- [WORKING DATA]:
....
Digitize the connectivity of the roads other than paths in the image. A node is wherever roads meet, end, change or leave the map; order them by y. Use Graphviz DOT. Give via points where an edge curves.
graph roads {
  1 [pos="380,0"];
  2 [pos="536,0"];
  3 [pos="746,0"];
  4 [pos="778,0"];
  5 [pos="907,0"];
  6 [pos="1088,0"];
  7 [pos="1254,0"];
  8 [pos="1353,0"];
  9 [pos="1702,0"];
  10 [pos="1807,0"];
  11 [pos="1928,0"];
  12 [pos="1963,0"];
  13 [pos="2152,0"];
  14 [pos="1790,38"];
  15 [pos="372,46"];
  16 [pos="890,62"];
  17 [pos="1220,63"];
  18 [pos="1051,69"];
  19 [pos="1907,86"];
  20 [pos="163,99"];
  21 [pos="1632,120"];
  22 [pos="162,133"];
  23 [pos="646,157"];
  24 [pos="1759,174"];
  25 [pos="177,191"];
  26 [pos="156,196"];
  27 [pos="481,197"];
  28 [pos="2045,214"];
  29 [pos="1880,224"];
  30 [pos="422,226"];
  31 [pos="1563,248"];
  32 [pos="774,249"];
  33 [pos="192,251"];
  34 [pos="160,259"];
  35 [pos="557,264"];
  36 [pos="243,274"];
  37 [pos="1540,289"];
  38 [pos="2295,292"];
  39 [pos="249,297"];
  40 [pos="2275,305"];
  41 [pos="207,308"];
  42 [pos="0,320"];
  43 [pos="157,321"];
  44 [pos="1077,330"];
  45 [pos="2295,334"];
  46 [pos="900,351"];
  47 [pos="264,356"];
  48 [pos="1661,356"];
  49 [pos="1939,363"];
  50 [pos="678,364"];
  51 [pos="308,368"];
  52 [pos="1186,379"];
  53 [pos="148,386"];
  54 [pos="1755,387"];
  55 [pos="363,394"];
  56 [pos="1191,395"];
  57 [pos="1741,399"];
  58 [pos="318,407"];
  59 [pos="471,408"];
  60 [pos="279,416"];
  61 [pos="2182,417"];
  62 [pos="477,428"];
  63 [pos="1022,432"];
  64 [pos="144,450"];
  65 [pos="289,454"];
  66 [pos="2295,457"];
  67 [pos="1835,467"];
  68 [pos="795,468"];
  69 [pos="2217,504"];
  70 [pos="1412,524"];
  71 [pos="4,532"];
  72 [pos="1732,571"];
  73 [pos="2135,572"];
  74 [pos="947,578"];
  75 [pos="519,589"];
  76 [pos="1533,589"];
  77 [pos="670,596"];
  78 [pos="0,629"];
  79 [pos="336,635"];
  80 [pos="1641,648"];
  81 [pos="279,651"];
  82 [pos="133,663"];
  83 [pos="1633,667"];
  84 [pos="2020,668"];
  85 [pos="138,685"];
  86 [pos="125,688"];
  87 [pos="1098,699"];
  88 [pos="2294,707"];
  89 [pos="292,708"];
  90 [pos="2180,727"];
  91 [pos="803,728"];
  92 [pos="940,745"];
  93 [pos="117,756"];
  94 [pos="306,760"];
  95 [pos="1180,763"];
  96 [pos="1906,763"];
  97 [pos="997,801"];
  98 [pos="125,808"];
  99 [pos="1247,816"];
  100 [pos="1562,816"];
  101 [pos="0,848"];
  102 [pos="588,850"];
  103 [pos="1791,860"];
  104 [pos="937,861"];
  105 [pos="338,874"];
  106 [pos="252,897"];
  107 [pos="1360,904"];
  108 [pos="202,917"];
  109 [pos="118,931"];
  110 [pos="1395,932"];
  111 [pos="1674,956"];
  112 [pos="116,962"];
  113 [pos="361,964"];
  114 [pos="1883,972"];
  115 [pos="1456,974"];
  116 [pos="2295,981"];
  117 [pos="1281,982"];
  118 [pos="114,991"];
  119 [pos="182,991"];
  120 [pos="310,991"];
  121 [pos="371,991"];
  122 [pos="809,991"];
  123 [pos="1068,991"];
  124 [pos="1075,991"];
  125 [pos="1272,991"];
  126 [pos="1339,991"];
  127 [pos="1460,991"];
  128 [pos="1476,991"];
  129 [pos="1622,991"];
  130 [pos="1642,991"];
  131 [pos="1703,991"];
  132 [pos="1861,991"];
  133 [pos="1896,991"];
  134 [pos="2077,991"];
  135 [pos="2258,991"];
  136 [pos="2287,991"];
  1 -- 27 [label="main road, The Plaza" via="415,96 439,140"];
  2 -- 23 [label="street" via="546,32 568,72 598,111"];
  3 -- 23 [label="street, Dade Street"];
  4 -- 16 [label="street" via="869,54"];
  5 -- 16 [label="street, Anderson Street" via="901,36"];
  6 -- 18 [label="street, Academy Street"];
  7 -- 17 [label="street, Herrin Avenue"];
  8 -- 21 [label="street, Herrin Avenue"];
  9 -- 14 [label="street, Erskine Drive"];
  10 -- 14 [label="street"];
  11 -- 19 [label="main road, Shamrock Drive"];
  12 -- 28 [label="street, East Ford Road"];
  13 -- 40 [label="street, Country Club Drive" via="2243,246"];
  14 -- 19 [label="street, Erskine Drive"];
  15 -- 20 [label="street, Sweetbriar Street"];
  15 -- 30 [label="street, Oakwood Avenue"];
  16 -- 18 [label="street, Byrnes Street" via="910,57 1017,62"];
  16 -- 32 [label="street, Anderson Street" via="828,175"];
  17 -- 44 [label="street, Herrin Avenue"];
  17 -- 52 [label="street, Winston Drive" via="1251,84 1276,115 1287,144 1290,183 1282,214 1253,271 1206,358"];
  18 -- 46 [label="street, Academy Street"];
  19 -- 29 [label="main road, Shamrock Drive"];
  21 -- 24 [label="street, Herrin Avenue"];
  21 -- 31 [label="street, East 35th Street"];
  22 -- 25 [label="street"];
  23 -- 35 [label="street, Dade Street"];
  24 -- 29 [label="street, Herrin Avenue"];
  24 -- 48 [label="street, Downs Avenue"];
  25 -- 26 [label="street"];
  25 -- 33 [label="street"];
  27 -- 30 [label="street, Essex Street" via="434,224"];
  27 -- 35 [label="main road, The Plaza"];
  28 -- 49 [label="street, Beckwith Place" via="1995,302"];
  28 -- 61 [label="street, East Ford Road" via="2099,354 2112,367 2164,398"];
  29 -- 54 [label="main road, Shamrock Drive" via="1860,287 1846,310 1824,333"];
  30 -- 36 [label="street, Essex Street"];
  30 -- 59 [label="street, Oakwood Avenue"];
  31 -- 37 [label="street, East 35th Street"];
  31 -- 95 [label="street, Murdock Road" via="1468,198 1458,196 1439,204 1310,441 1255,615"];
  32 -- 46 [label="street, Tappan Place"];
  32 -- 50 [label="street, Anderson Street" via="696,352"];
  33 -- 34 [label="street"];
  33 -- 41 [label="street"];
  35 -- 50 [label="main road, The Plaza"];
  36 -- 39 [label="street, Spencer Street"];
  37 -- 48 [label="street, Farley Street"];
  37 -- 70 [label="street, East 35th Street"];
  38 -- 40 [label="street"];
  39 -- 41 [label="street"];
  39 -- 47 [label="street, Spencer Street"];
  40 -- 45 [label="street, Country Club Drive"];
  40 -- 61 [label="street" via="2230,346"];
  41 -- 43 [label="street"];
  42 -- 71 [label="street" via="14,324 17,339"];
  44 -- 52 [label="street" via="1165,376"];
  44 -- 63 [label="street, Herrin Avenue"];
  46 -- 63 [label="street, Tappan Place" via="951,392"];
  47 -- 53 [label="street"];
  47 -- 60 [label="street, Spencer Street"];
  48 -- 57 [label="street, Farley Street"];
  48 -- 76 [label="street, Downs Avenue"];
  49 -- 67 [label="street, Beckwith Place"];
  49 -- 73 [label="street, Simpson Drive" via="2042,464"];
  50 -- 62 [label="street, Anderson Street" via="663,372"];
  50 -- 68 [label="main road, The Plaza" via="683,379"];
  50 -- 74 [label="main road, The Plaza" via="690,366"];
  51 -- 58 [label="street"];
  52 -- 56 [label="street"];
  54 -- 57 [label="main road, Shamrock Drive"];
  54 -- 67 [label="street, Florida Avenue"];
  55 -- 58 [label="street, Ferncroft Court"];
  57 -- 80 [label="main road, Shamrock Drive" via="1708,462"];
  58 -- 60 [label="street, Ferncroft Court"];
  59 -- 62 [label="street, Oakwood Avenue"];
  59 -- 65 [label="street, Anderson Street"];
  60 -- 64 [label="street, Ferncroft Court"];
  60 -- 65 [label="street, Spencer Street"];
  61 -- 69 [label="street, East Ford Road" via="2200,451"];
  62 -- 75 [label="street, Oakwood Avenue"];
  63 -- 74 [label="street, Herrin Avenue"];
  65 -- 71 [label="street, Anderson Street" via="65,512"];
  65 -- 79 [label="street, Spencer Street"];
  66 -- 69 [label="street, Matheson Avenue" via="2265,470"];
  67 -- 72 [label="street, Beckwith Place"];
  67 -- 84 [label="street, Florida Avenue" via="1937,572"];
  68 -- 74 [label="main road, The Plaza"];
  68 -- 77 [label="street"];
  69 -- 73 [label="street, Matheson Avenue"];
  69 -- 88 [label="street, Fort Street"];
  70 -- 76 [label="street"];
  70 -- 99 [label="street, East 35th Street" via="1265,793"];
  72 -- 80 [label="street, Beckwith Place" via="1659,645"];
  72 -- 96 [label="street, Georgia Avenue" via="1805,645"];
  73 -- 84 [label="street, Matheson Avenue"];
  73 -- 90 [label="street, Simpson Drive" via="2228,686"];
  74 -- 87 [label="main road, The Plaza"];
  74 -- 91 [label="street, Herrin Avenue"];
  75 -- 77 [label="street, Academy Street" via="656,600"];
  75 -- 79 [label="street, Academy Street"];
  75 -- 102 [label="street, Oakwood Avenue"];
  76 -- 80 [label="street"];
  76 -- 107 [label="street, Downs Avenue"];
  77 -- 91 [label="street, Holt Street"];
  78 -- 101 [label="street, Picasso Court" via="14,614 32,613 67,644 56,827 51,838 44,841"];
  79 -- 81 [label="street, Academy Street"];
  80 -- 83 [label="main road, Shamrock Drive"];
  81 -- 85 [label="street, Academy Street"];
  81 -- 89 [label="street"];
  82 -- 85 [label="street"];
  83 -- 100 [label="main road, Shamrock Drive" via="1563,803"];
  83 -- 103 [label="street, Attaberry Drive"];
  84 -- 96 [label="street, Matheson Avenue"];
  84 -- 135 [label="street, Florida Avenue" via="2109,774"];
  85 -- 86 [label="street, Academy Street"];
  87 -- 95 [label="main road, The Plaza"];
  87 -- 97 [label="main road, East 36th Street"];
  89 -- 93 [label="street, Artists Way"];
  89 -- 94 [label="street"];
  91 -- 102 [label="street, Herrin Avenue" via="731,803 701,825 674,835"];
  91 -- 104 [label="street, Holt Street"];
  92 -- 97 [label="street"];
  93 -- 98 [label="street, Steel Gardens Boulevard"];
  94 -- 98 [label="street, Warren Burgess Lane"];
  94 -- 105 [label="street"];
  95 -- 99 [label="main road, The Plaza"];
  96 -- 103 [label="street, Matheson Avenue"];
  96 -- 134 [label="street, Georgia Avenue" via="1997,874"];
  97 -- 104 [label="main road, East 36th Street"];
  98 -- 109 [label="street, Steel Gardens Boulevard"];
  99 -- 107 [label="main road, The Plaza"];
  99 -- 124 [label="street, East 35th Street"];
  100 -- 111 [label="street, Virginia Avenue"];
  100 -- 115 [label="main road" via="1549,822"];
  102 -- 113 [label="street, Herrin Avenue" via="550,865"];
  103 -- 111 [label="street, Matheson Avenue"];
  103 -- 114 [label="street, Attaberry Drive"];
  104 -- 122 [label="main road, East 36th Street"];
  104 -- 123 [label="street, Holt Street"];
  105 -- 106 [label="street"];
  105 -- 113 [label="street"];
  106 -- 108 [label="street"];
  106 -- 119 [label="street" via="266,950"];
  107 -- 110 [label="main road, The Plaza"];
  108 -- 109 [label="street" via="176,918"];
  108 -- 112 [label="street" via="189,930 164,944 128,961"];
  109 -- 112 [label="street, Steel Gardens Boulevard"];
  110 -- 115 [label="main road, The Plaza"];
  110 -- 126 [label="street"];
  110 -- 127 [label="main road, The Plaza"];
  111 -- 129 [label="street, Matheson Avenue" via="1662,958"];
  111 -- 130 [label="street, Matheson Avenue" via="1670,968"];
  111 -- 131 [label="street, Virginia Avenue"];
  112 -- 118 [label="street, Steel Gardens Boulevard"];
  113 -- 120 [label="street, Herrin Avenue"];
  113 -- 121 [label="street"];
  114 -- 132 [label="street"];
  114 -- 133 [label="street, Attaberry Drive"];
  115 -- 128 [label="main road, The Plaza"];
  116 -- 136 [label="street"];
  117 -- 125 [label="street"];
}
....
- [WHAT TO WORK ON]: Find all the lines containing "Court" in the material, then copy them.

- [RESPONSE AREA]:
  55 -- 58 [label="street, Ferncroft Court"];
  58 -- 60 [label="street, Ferncroft Court"];
  60 -- 64 [label="street, Ferncroft Court"];
  78 -- 101 [label="street, Picasso Court" via="14,614 32,613 67,644 56,827 51,838 44,841"];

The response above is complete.